» **What you should do**
Return the data exactly, with all pictures removed.

» **Dataset**
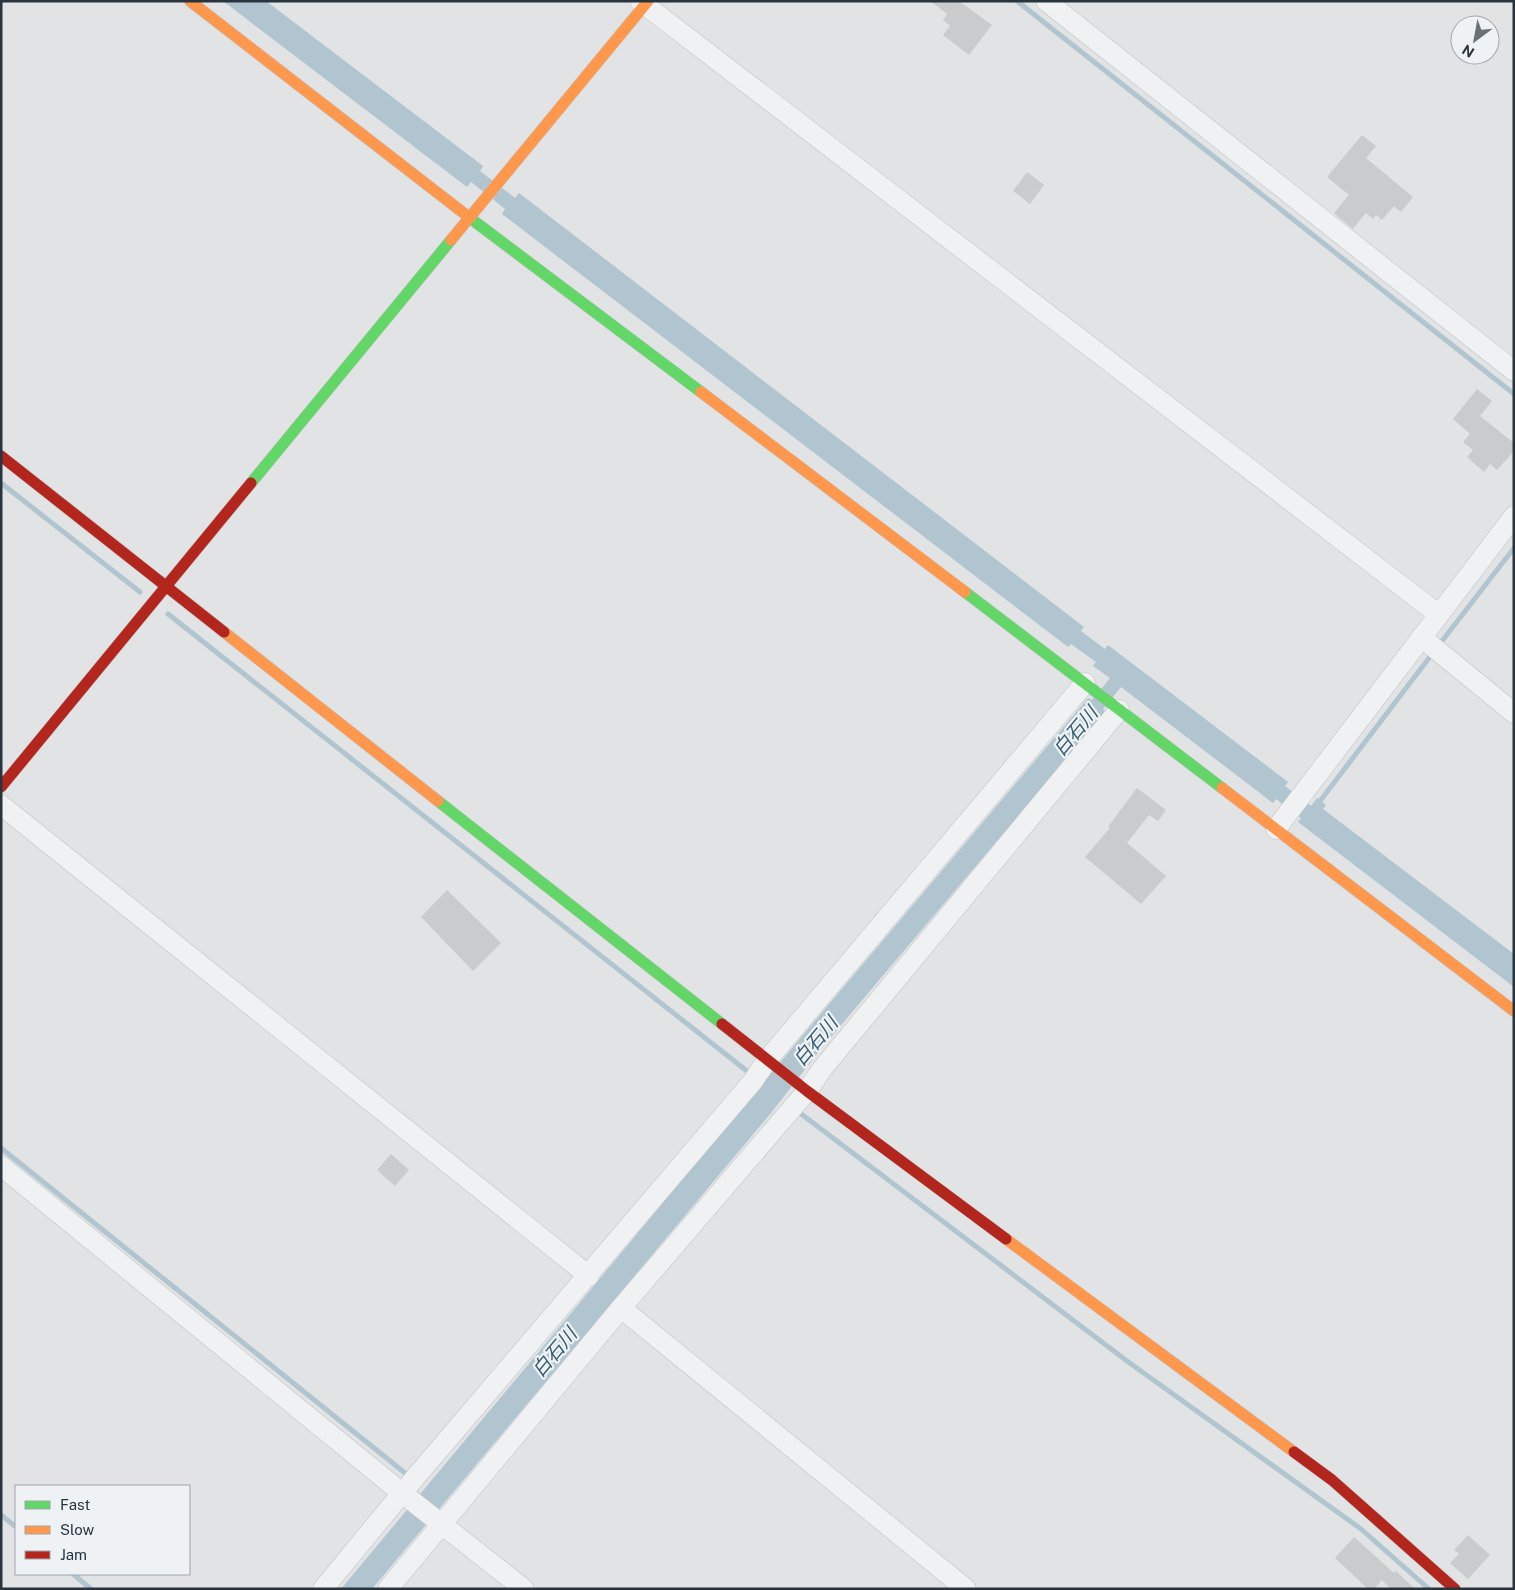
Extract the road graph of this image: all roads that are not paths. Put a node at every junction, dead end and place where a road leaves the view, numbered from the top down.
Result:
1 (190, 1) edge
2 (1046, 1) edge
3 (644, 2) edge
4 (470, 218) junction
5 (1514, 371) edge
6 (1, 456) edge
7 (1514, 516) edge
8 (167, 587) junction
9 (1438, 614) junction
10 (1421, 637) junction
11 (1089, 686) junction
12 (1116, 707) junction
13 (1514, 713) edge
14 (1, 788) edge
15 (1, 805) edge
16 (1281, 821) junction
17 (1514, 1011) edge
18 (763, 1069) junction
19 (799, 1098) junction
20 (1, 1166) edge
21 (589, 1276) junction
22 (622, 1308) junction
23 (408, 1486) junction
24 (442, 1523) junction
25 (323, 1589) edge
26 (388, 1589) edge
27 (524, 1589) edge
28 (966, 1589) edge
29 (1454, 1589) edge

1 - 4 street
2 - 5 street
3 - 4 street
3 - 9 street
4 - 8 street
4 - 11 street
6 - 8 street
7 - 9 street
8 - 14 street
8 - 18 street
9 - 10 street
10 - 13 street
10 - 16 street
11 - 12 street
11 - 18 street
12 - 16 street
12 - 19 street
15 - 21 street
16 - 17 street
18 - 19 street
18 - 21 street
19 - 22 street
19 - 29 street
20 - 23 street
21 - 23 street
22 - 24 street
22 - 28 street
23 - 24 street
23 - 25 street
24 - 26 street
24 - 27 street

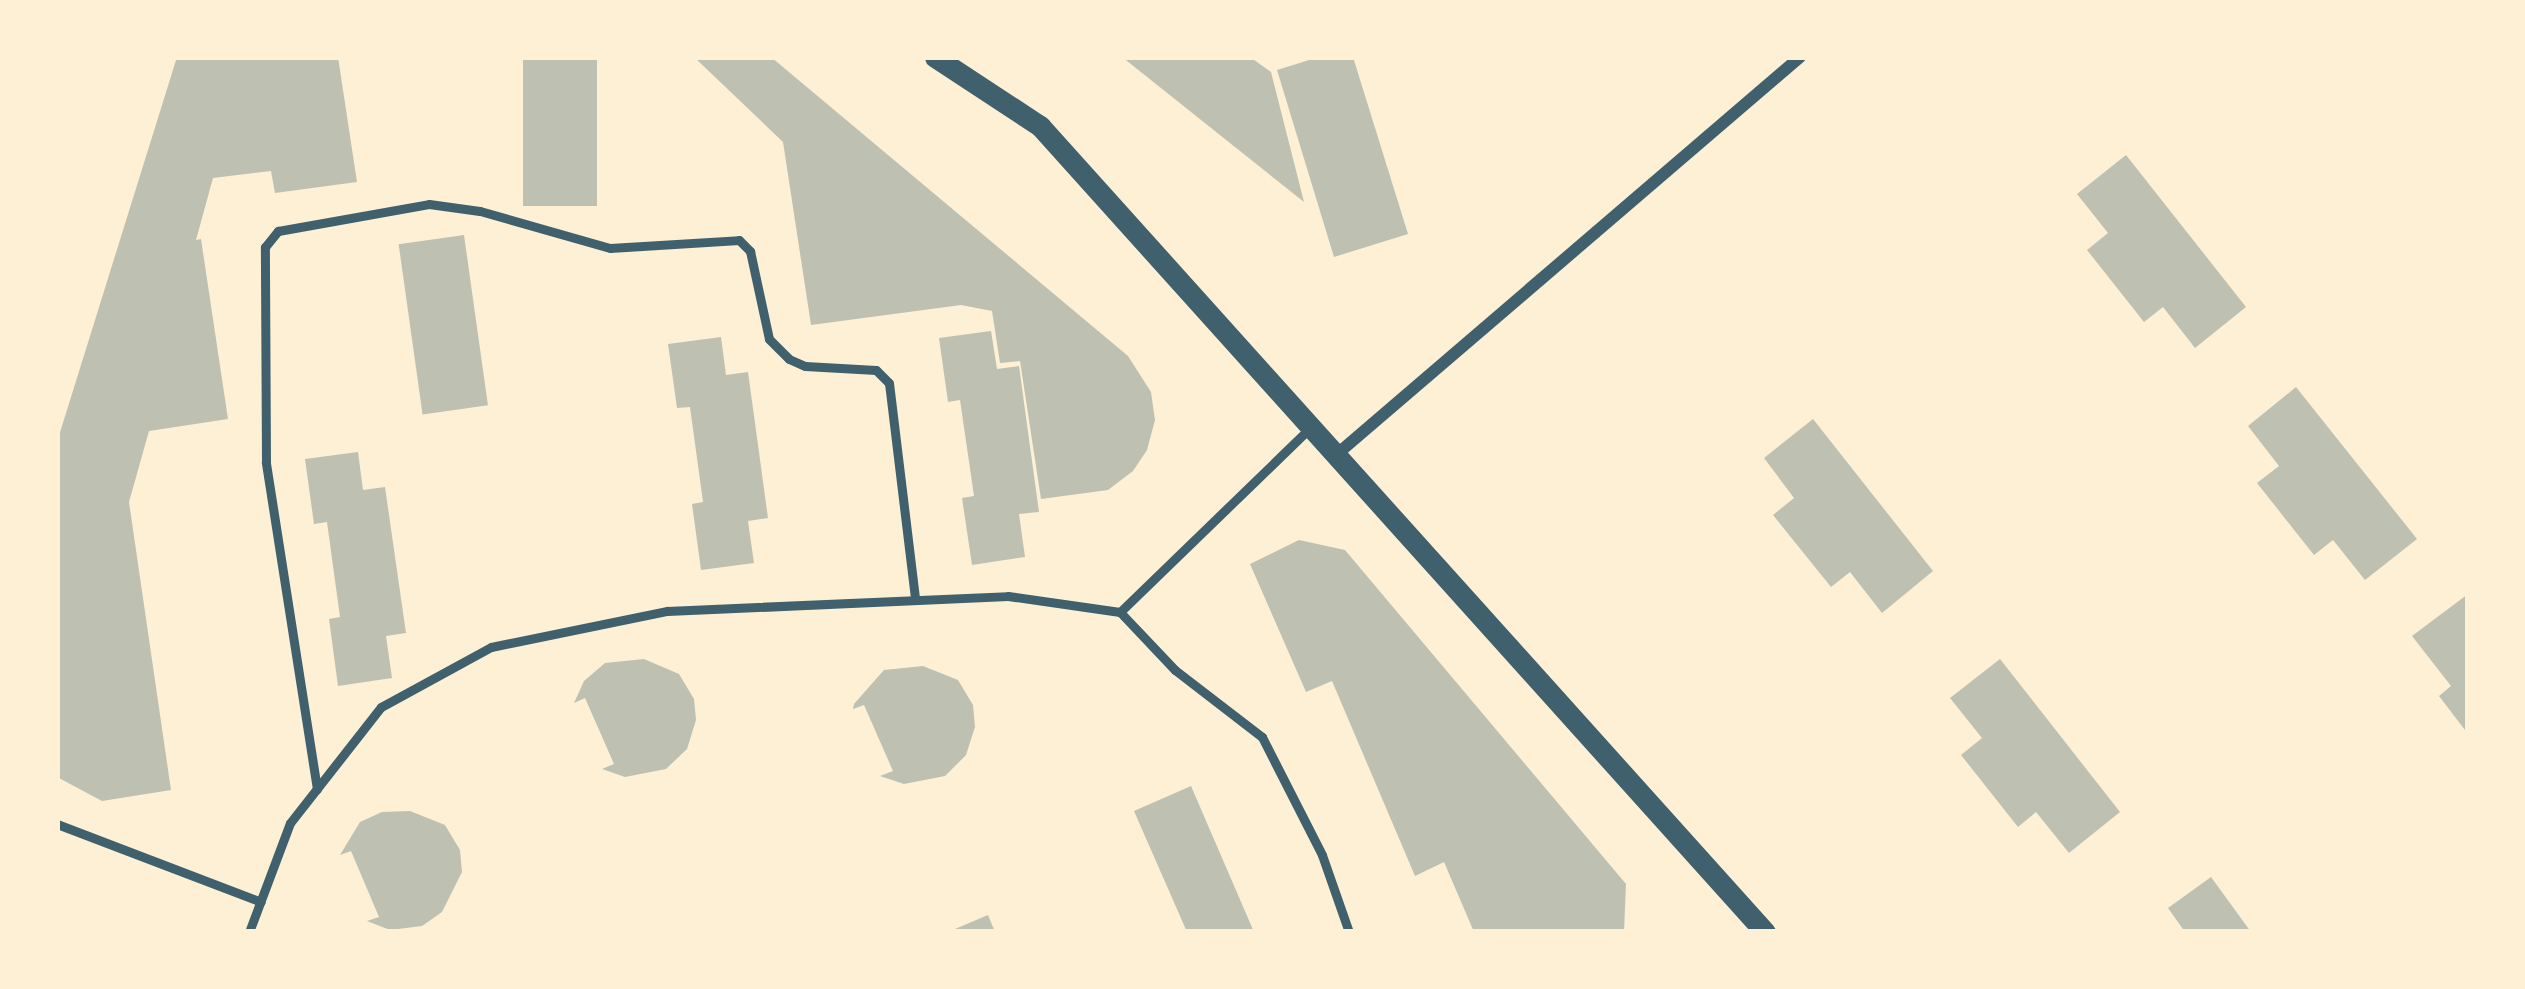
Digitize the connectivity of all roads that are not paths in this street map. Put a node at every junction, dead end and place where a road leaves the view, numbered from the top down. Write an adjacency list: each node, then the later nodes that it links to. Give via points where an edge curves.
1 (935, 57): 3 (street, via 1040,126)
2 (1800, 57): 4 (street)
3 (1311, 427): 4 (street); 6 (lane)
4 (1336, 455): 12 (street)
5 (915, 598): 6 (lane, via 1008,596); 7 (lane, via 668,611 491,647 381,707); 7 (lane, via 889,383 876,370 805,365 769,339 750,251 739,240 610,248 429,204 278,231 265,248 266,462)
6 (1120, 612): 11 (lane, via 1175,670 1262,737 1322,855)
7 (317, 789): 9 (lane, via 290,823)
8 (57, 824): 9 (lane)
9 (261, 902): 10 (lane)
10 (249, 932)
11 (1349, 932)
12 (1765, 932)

» **Solution to the exercise**
Extract the road graph of this image: all roads that are not paths. Put a node at every junction, dead end and place where a road leaves the view, numbered from the top down.
Result:
1 (190, 1) edge
2 (1046, 1) edge
3 (644, 2) edge
4 (470, 218) junction
5 (1514, 371) edge
6 (1, 456) edge
7 (1514, 516) edge
8 (167, 587) junction
9 (1438, 614) junction
10 (1421, 637) junction
11 (1089, 686) junction
12 (1116, 707) junction
13 (1514, 713) edge
14 (1, 788) edge
15 (1, 805) edge
16 (1281, 821) junction
17 (1514, 1011) edge
18 (763, 1069) junction
19 (799, 1098) junction
20 (1, 1166) edge
21 (589, 1276) junction
22 (622, 1308) junction
23 (408, 1486) junction
24 (442, 1523) junction
25 (323, 1589) edge
26 (388, 1589) edge
27 (524, 1589) edge
28 (966, 1589) edge
29 (1454, 1589) edge

1 - 4 street
2 - 5 street
3 - 4 street
3 - 9 street
4 - 8 street
4 - 11 street
6 - 8 street
7 - 9 street
8 - 14 street
8 - 18 street
9 - 10 street
10 - 13 street
10 - 16 street
11 - 12 street
11 - 18 street
12 - 16 street
12 - 19 street
15 - 21 street
16 - 17 street
18 - 19 street
18 - 21 street
19 - 22 street
19 - 29 street
20 - 23 street
21 - 23 street
22 - 24 street
22 - 28 street
23 - 24 street
23 - 25 street
24 - 26 street
24 - 27 street

Digitize the connectivity of all roads that are not paths in this street map. Put a node at every junction, dead end and place where a road leaves the view, numbered from the top down. Write an adjacency list: each node, then the later nodes that it links to. Give via points where an edge curves.
1 (935, 57): 3 (street, via 1040,126)
2 (1800, 57): 4 (street)
3 (1311, 427): 4 (street); 6 (lane)
4 (1336, 455): 12 (street)
5 (915, 598): 6 (lane, via 1008,596); 7 (lane, via 668,611 491,647 381,707); 7 (lane, via 889,383 876,370 805,365 769,339 750,251 739,240 610,248 429,204 278,231 265,248 266,462)
6 (1120, 612): 11 (lane, via 1175,670 1262,737 1322,855)
7 (317, 789): 9 (lane, via 290,823)
8 (57, 824): 9 (lane)
9 (261, 902): 10 (lane)
10 (249, 932)
11 (1349, 932)
12 (1765, 932)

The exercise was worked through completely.